[Stored data entries]

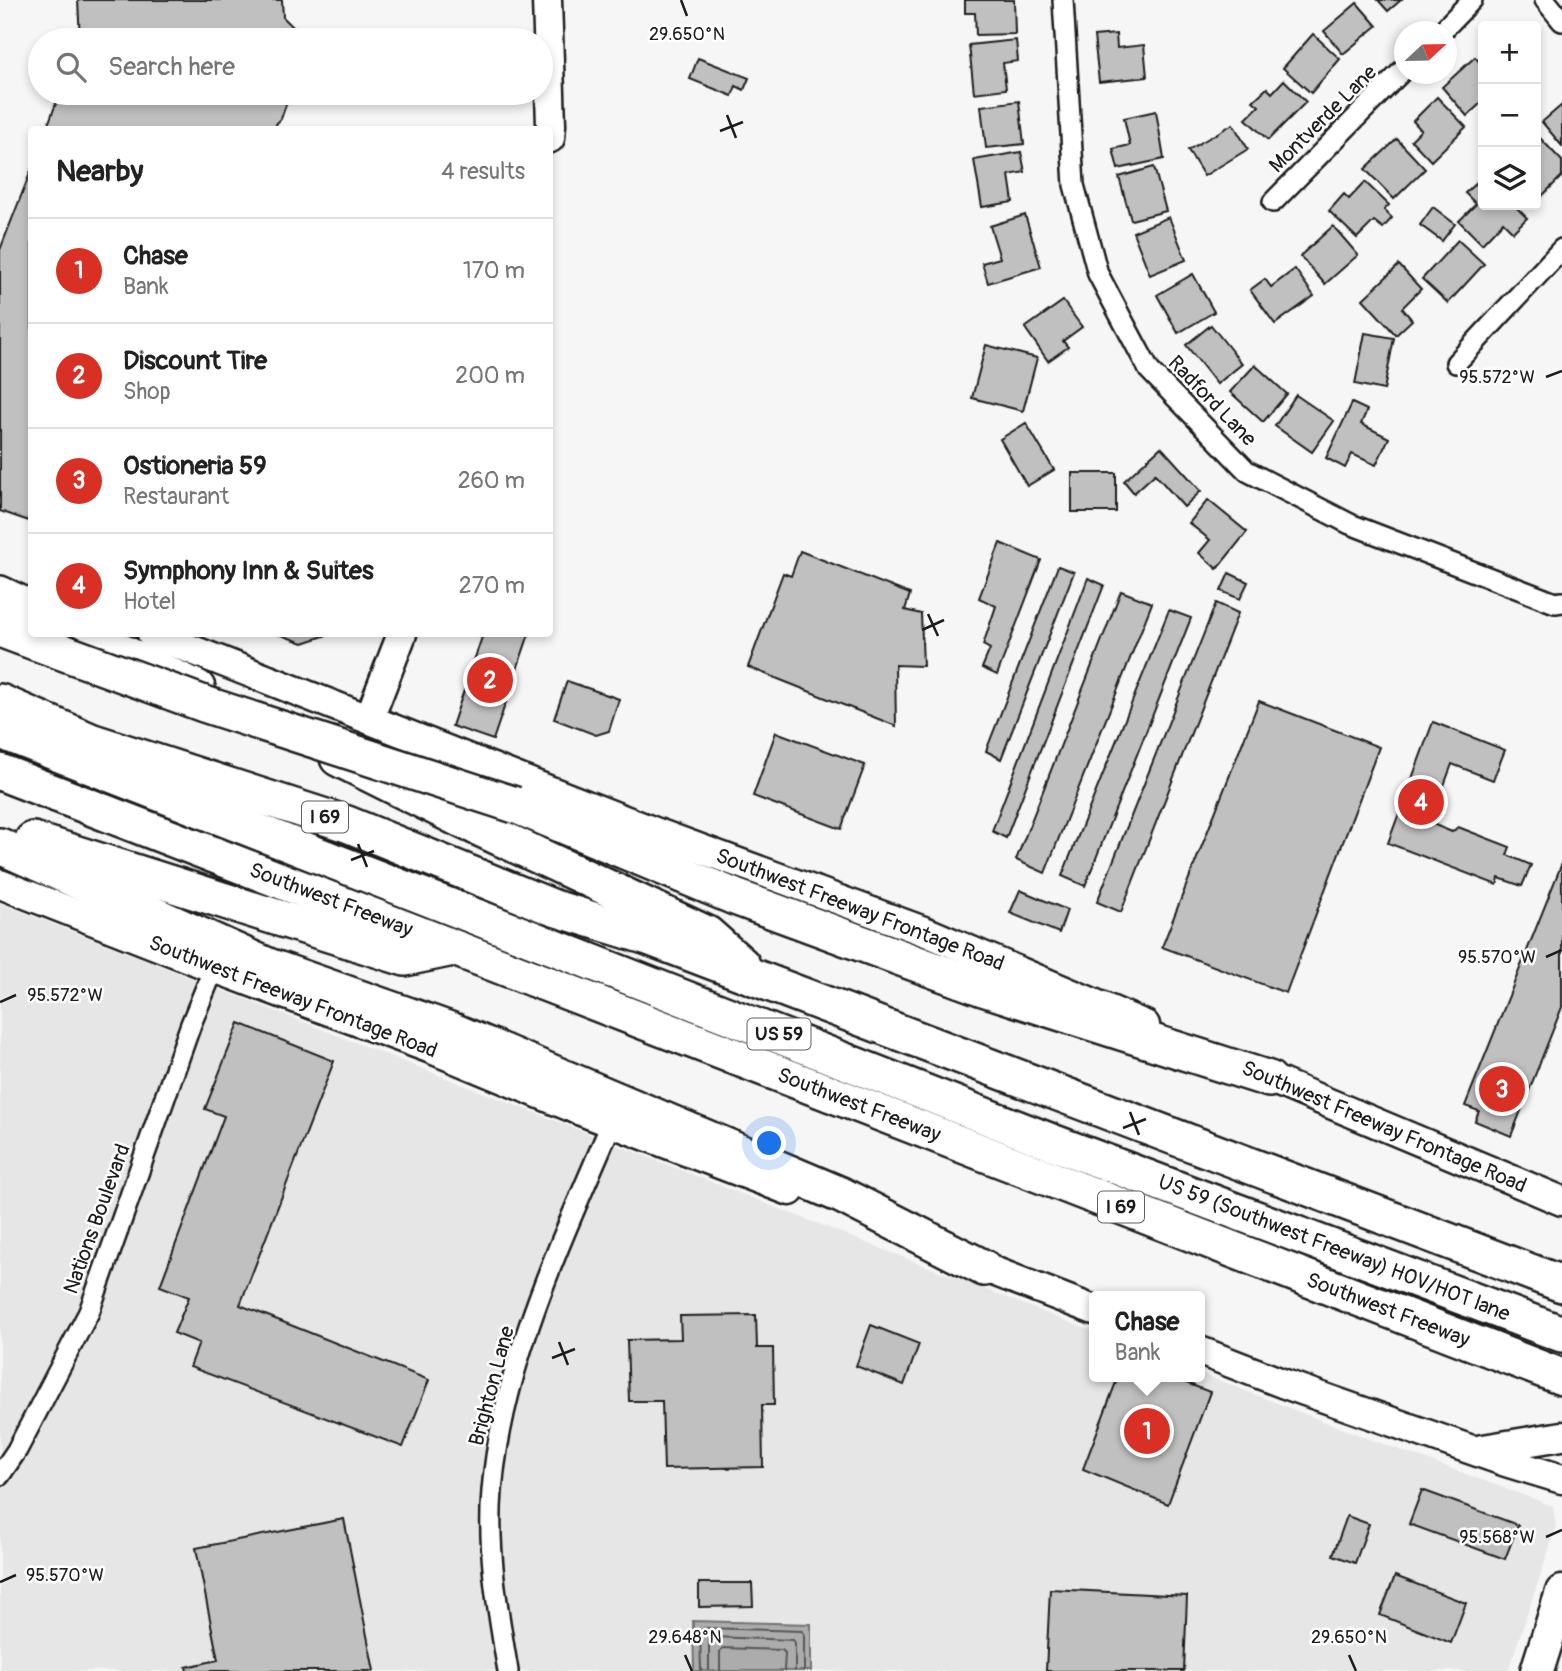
<!DOCTYPE html>
<html lang="en">
<head>
<meta charset="utf-8">
<style>
	body { margin:0; font-family:Pangolin,sans-serif; background:#f2f2f2; color:#222 }
	.controls { position:absolute; right:21px; top:21px; display:grid; overflow:hidden; border-radius:7px; box-shadow:0 4px 10px #0003 }
	.controls button { width:63px; height:63px; display:grid; place-items:center; padding:0; border:0; border-bottom:2px solid #e0e0e0; background:#fff; color:#222; font:35px sans-serif }
	.compass { position:absolute; left:1394px; top:21px; width:63px; height:63px; border-radius:50%; background:#fff; box-shadow:0 4px 10px #0003; rotate:68deg }
	.you { position:absolute; left:770px; top:1144px; width:24px; height:24px; margin:-18px; border:5px solid #fff; border-radius:50%; background:#1a73e8; box-shadow:0 0 0 10px #1a73e833 }
	.badge { display:grid; place-items:center; width:46px; height:46px; border-radius:50%; background:#d93025; color:#fff; font-size:23px; font-weight:700 }
	.pin { position:absolute; translate:-50% -50%; border:4px solid #fff; box-shadow:0 2px 7px #0006 }
	.popup { position:absolute; left:1089px; top:1291px; width:116px; height:91px; box-sizing:border-box; display:grid; place-content:center; border-radius:7px; background:#fff; filter:drop-shadow(0 2px 5px #0005); font-size:23px; white-space:nowrap; color:#767676 }
	.popup b { font-size:26px; color:#222 }
	.popup::after { content:''; position:absolute; left:50%; top:100%; margin-left:-14px; border:14px solid transparent; border-top-color:#fff }
	.list { margin:0; padding:0; list-style:none }
	h2 { display:flex; justify-content:space-between; align-items:center; height:91px; margin:0; padding:0 28px; font-size:30px }
	h2 small { font-size:23px; font-weight:400; color:#767676 }
	.list li { display:grid; grid-template-columns:46px 1fr auto; gap:21px; align-items:center; box-sizing:border-box; height:105px; padding:0 28px; border-top:2px solid #e0e0e0 }
	.list b { display:block; font-size:26px; white-space:nowrap }
	.list p { margin:0; font-size:23px; white-space:nowrap; color:#767676 }
	.list em { font-size:23px; font-style:normal; color:#767676 }
	.icon { flex:none; width:38px; height:38px; fill:none; stroke:currentColor; stroke-width:2; stroke-linecap:round; stroke-linejoin:round }
	.map { position:relative; flex:none; width:1562px; height:1671px; overflow:hidden }
	.search { position:absolute; background:#fff; box-shadow:0 4px 10px #0003; left:28px; top:28px; width:525px; height:77px; display:flex; align-items:center; gap:18px; box-sizing:border-box; padding:0 24px; border-radius:38px; color:#767676; font-size:26px }
	.panel { position:absolute; background:#fff; box-shadow:0 4px 10px #0003; left:28px; top:126px; width:525px; height:511px; border-radius:7px }
	.map>svg:first-child { display:block }
	.built { fill:#e6e6e6 }
	.water { fill:#acacac; stroke:#727272; stroke-width:2 }
	.lines { fill:none; stroke-linecap:round; stroke-linejoin:round }
	.shore { stroke:#565656; stroke-width:2 }
	.building { fill:#c0c0c0; stroke:#1c1c1c; stroke-width:2 }
	.street-casing { stroke:#1c1c1c; stroke-width:24 }
	.secondary-casing { stroke:#1c1c1c; stroke-width:33 }
	.primary-casing { stroke:#1c1c1c; stroke-width:37 }
	.highway-casing { stroke:#1c1c1c; stroke-width:40 }
	.street { stroke:#fff; stroke-width:19 }
	.secondary { stroke:#fff; stroke-width:28 }
	.primary { stroke:#fff; stroke-width:32 }
	.highway { stroke:#fff; stroke-width:35 }
	.highway-bridge-casing { stroke:#1c1c1c; stroke-width:40; stroke-linecap:butt }
	.highway-bridge { stroke:#fff; stroke-width:35 }
	.ticks { fill:none; stroke:#1c1c1c; stroke-width:2.5 }
	.labels { text-anchor:middle; dominant-baseline:central; stroke-width:5; stroke-linejoin:round; paint-order:stroke }
	.shield { fill:#fff; stroke:#606060; stroke-width:2 }
	.shield-label { font-size:19px; font-weight:bold; fill:#1c1c1c }
	.street-label { font-size:21px; fill:#1c1c1c; stroke:#fff }
	.ticks-label { font-size:18px; text-anchor:middle; fill:#1c1c1c; stroke:#fff; stroke-width:5; stroke-linejoin:round; paint-order:stroke }
</style>
</head>
<body>
<div class="map">
<svg width="1562" height="1671" viewBox="0 0 1562 1671">
	<rect width="100%" height="100%" fill="#f6f6f6"/>
	<filter id="ink" filterUnits="userSpaceOnUse"><feTurbulence type="fractalNoise" baseFrequency=".0143" numOctaves="2"/><feDisplacementMap in="SourceGraphic" scale="14" xChannelSelector="R" yChannelSelector="G"/><feConvolveMatrix kernelMatrix="1 2 1 2 8 2 1 2 1" color-interpolation-filters="sRGB"/></filter>
	<g filter="url(#ink)">
		<polygon class="built" points="0,903 1094,1332 1094,1377 1200,1377 1200,1373 1367,1438 1553,1506 1556,1529 1508,1671 0,1671"/>
		<polygon class="water" points="693,1621 811,1624 811,1671 694,1671"/>
		<g class="lines">
			<g class="shore">
				<polyline points="701,1671 700,1631 704,1628 802,1631 804,1634 804,1671"/>
				<polyline points="709,1671 709,1640 713,1637 793,1640 795,1643 795,1671"/>
				<polyline points="720,1671 720,1651 723,1648 782,1650 785,1653 784,1671"/>
			</g>
		</g>
		<g class="building">
			<polygon points="78,0 282,0 283,17 294,28 295,40 80,40"/>
			<polygon points="965,0 1014,0 1015,34 976,35 975,13 965,13"/>
			<polygon points="1378,0 1401,0 1388,11"/>
			<polygon points="1357,3 1377,26 1343,54 1324,31"/>
			<polygon points="1116,34 1117,48 1144,45 1147,77 1099,82 1094,36"/>
			<polygon points="1313,34 1340,59 1311,93 1283,68"/>
			<polygon points="1016,40 1018,61 1003,63 1006,89 974,93 969,45"/>
			<polygon points="1475,57 1483,66 1483,101 1467,116 1442,87"/>
			<polygon points="698,58 749,78 744,90 736,86 732,96 690,79"/>
			<polygon points="1284,80 1306,102 1268,140 1246,119 1259,106 1253,101 1267,88 1272,93"/>
			<polygon points="60,93 290,93 281,119 276,124 278,130 46,130"/>
			<polygon points="1437,97 1466,127 1431,161 1411,140 1421,130 1413,121"/>
			<polygon points="1019,101 1024,144 986,148 981,106"/>
			<polygon points="1562,105 1562,146 1542,122"/>
			<polygon points="1156,111 1164,159 1118,169 1113,149 1130,145 1124,118"/>
			<polygon points="1233,124 1248,149 1204,176 1188,150"/>
			<polygon points="1539,137 1562,161 1562,176 1536,202 1536,140"/>
			<polygon points="1397,139 1425,169 1394,199 1365,169"/>
			<polygon points="1021,152 1025,172 1009,175 1013,202 982,207 974,160"/>
			<polygon points="1154,167 1166,211 1131,220 1119,177"/>
			<polygon points="32,168 32,522 0,511 0,250"/>
			<polygon points="1478,181 1483,186 1483,205 1514,205 1527,218 1513,232 1503,222 1482,244 1459,221 1476,204 1465,193"/>
			<polygon points="1365,182 1389,205 1384,210 1392,218 1383,228 1374,221 1357,238 1329,211 1344,194 1349,199"/>
			<polygon points="1433,207 1455,224 1442,241 1420,225"/>
			<polygon points="1025,215 1041,267 988,283 982,263 1000,258 990,226"/>
			<polygon points="1169,217 1186,260 1150,275 1133,232"/>
			<polygon points="1333,226 1358,255 1325,284 1300,256"/>
			<polygon points="1458,240 1484,264 1448,303 1422,279"/>
			<polygon points="1399,265 1421,289 1402,308 1412,320 1396,335 1363,299"/>
			<polygon points="1295,269 1314,296 1275,324 1250,290 1265,279 1271,287"/>
			<polygon points="1193,274 1214,312 1178,333 1157,295"/>
			<polygon points="1063,301 1082,327 1063,341 1068,347 1048,361 1025,328"/>
			<polygon points="1211,325 1242,364 1217,384 1186,345"/>
			<polygon points="1365,333 1394,338 1384,390 1355,384"/>
			<polygon points="986,345 1037,358 1023,411 972,398"/>
			<polygon points="1255,365 1287,394 1263,422 1230,392"/>
			<polygon points="1296,395 1334,421 1312,452 1275,426"/>
			<polygon points="1352,403 1367,410 1361,424 1389,438 1376,465 1352,454 1345,468 1326,458"/>
			<polygon points="1026,423 1054,470 1027,486 1000,439"/>
			<polygon points="1161,447 1201,491 1184,507 1155,474 1134,493 1124,481"/>
			<rect x="1072" y="473" width="44" height="39"/>
			<polygon points="1208,500 1247,532 1217,569 1199,553 1210,540 1189,523"/>
			<polygon points="1000,543 1041,560 997,675 982,668 990,649 983,645 996,606 979,598"/>
			<polygon points="800,551 910,594 905,610 921,614 923,666 895,665 896,726 748,667 783,573 791,576"/>
			<polygon points="1058,566 1074,572 1001,759 986,751"/>
			<polygon points="1229,573 1248,582 1240,599 1221,591"/>
			<polygon points="1088,578 1104,585 1006,838 992,831"/>
			<polygon points="1121,591 1152,603 1045,873 1016,860"/>
			<polygon points="1216,603 1238,613 1121,912 1097,902"/>
			<polygon points="1169,610 1191,618 1085,886 1062,876"/>
			<polygon points="278,634 330,634 303,643"/>
			<polygon points="483,634 529,634 493,740 452,726"/>
			<polygon points="567,681 619,699 609,731 596,735 554,719"/>
			<polygon points="1259,701 1379,747 1286,993 1162,947"/>
			<polygon points="1433,722 1505,750 1493,780 1452,764 1430,823 1452,832 1458,827 1510,847 1507,855 1531,865 1522,886 1499,878 1497,885 1388,843"/>
			<polygon points="776,732 865,765 841,829 753,796"/>
			<polygon points="1562,863 1562,1007 1511,1136 1475,1121 1479,1111 1465,1106"/>
			<polygon points="1020,890 1067,910 1059,933 1010,913"/>
			<polygon points="239,1023 334,1061 240,1305 429,1380 403,1447 190,1367 199,1343 174,1333 189,1297 160,1286 224,1116 205,1109"/>
			<polygon points="756,1315 757,1348 773,1348 774,1405 762,1405 763,1467 664,1469 662,1401 629,1401 627,1340 681,1339 680,1316"/>
			<polygon points="871,1325 919,1344 904,1385 856,1366"/>
			<polygon points="1118,1377 1171,1377 1210,1392 1168,1504 1083,1469"/>
			<polygon points="1422,1490 1518,1525 1505,1559 1409,1524"/>
			<polygon points="1347,1516 1369,1524 1355,1563 1333,1555"/>
			<polygon points="344,1519 374,1671 187,1671 186,1667 218,1660 196,1548"/>
			<polygon points="1395,1576 1466,1603 1451,1643 1380,1615"/>
			<polygon points="699,1583 752,1583 753,1606 699,1607"/>
			<polygon points="1050,1589 1187,1596 1184,1671 1046,1671"/>
		</g>
		<g class="lines">
			<g class="street-casing">
				<g id="street">
					<polyline points="1063,0 1074,185 1098,274 1149,370 1247,471 1350,524 1555,603 1562,602"/>
					<polyline points="1545,0 1562,21"/>
					<polyline points="1441,32 1472,0"/>
					<polyline points="1273,202 1404,69"/>
					<polyline points="1456,363 1562,249"/>
					<polyline points="0,1475 17,1450 89,1312 191,1024 214,968"/>
					<path d="M 508,1671 C 498,1612 487,1551 492,1491 C 502,1364 563,1238 612,1122"/>
				</g>
			</g>
			<g class="secondary-casing">
				<g id="secondary">
					<polyline points="547,0 551,125 550,138"/>
					<polyline points="152,634 655,832 929,933 1145,1025"/>
					<polyline points="369,719 402,634"/>
					<polyline points="0,884 214,968 434,1050 581,1111 790,1191"/>
					<polyline points="1250,1070 1562,1201"/>
					<polyline points="965,1260 1094,1310"/>
					<polyline points="1200,1351 1282,1383 1506,1462 1562,1479"/>
					<polyline points="1477,1450 1562,1436"/>
				</g>
			</g>
			<g class="primary-casing">
				<polyline id="primary" points="1537,1671 1562,1592"/>
			</g>
			<g class="highway-casing">
				<g id="highway">
					<polyline points="0,594 32,609"/>
					<polyline points="0,629 35,642"/>
					<polyline points="84,634 197,688"/>
					<polyline points="0,702 93,742 347,824 554,908 648,937 1562,1284"/>
					<polyline points="0,725 11,735 1049,1141 1562,1334"/>
					<polyline points="338,758 462,820 707,934 742,965"/>
					<polyline points="0,772 1562,1377"/>
					<polyline points="515,805 735,897 983,988 1269,1079"/>
					<polyline points="33,840 405,958 453,948"/>
					<polyline points="0,846 268,966 453,1031 841,1195 984,1268"/>
				</g>
			</g>
			<use href="#street" class="street"/>
			<use href="#secondary" class="secondary"/>
			<use href="#primary" class="primary"/>
			<use href="#highway" class="highway"/>
			<g class="highway-bridge-casing">
				<polyline id="highway-bridge" points="35,642 204,704 515,805"/>
			</g>
			<use href="#highway-bridge" class="highway-bridge"/>
		</g>
	</g>
	<path class="ticks" d="M 681,0 L 687,16M 727,115 L 736,138M 720,131 L 743,122M 1546,377 L 1562,371M 928,614 L 938,636M 922,630 L 944,620M 358,844 L 367,867M 351,860 L 374,851M 1546,957 L 1562,950M 0,1002 L 16,995M 1130,1112 L 1139,1135M 1123,1128 L 1146,1119M 559,1342 L 568,1365M 552,1358 L 575,1349M 1546,1537 L 1562,1530M 0,1582 L 16,1575M 685,1655 L 692,1671M 1349,1655 L 1356,1671"/>
	<g class="labels">
		<g class="shield">
			<rect x="302" y="801.5" width="46" height="31" rx="5"/>
			<rect x="747.5" y="1018.5" width="63" height="31" rx="5"/>
			<rect x="1098" y="1191.5" width="46" height="31" rx="5"/>
		</g>
		<g class="shield-label">
			<text x="325" y="817">I 69</text>
			<text x="779" y="1034">US 59</text>
			<text x="1121" y="1207">I 69</text>
		</g>
		<g class="street-label">
			<text transform="translate(1323 119) rotate(-45)">Montverde Lane</text>
			<text transform="translate(1212 401) rotate(46)">Radford Lane</text>
			<text transform="translate(331 900) rotate(21)">Southwest Freeway</text>
			<text transform="translate(860 910) rotate(21)">Southwest Freeway Frontage Road</text>
			<text transform="translate(293 997) rotate(21)">Southwest Freeway Frontage Road</text>
			<text transform="translate(859 1105) rotate(21)">Southwest Freeway</text>
			<text transform="translate(1384 1127) rotate(23)">Southwest Freeway Frontage Road</text>
			<text transform="translate(97 1219) rotate(-70)">Nations Boulevard</text>
			<text transform="translate(1334 1248) rotate(21)">US 59 (Southwest Freeway) HOV/HOT lane</text>
			<text transform="translate(1388 1310) rotate(21)">Southwest Freeway</text>
			<text transform="translate(492 1386) rotate(-75)">Brighton Lane</text>
		</g>
	</g>
	<g class="ticks-label">
		<text x="687" y="40">29.650°N</text>
		<text x="1497" y="383">95.572°W</text>
		<text x="1497" y="963">95.570°W</text>
		<text x="65" y="1001">95.572°W</text>
		<text x="1497" y="1543">95.568°W</text>
		<text x="65" y="1581">95.570°W</text>
		<text x="685" y="1643">29.648°N</text>
		<text x="1349" y="1643">29.650°N</text>
	</g>
</svg>
<div class="controls">
<button>+</button>
<button>−</button>
<button><svg class="icon" aria-label="layers" viewBox="0 0 24 24"><path d="M12 4l9 5-9 5-9-5zM3 14l9 5 9-5"/></svg></button>
</div>
<svg class="compass" viewBox="-18 -18 36 36"><path d="M0-13l5 13h-10z" fill="#e53935"/><path d="M0 13l5-13h-10z" fill="#767676"/></svg>
<div class="you"></div>
<div class="pin badge" style="left:1147px;top:1431px">1</div>
<div class="popup"><b>Chase</b>Bank</div>
<div class="pin badge" style="left:490px;top:680px">2</div>
<div class="pin badge" style="left:1502px;top:1089px">3</div>
<div class="pin badge" style="left:1421px;top:802px">4</div>
<div class="search"><svg class="icon" aria-label="search" viewBox="0 0 24 24"><circle cx="10" cy="10" r="6"/><path d="M15 15l6 6"/></svg>Search here</div>
<section class="panel">
<h2>Nearby<small>4 results</small></h2>
<ul class="list">
<li><span class="badge">1</span><div><b>Chase</b><p>Bank</p></div><em>170 m</em></li>
<li><span class="badge">2</span><div><b>Discount Tire</b><p>Shop</p></div><em>200 m</em></li>
<li><span class="badge">3</span><div><b>Ostioneria 59</b><p>Restaurant</p></div><em>260 m</em></li>
<li><span class="badge">4</span><div><b>Symphony Inn &amp; Suites</b><p>Hotel</p></div><em>270 m</em></li>
</ul>
</section>
</div>
</body>
</html>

**Your task:** Only the lines from the beginning of the records through the line bearing "position:absolute; right:21px; top:21px;" belong in the answer, copied word for word with pictures left out.

**Response to this exercise:**
<!DOCTYPE html>
<html lang="en">
<head>
<meta charset="utf-8">
<style>
	body { margin:0; font-family:Pangolin,sans-serif; background:#f2f2f2; color:#222 }
	.controls { position:absolute; right:21px; top:21px; display:grid; overflow:hidden; border-radius:7px; box-shadow:0 4px 10px #0003 }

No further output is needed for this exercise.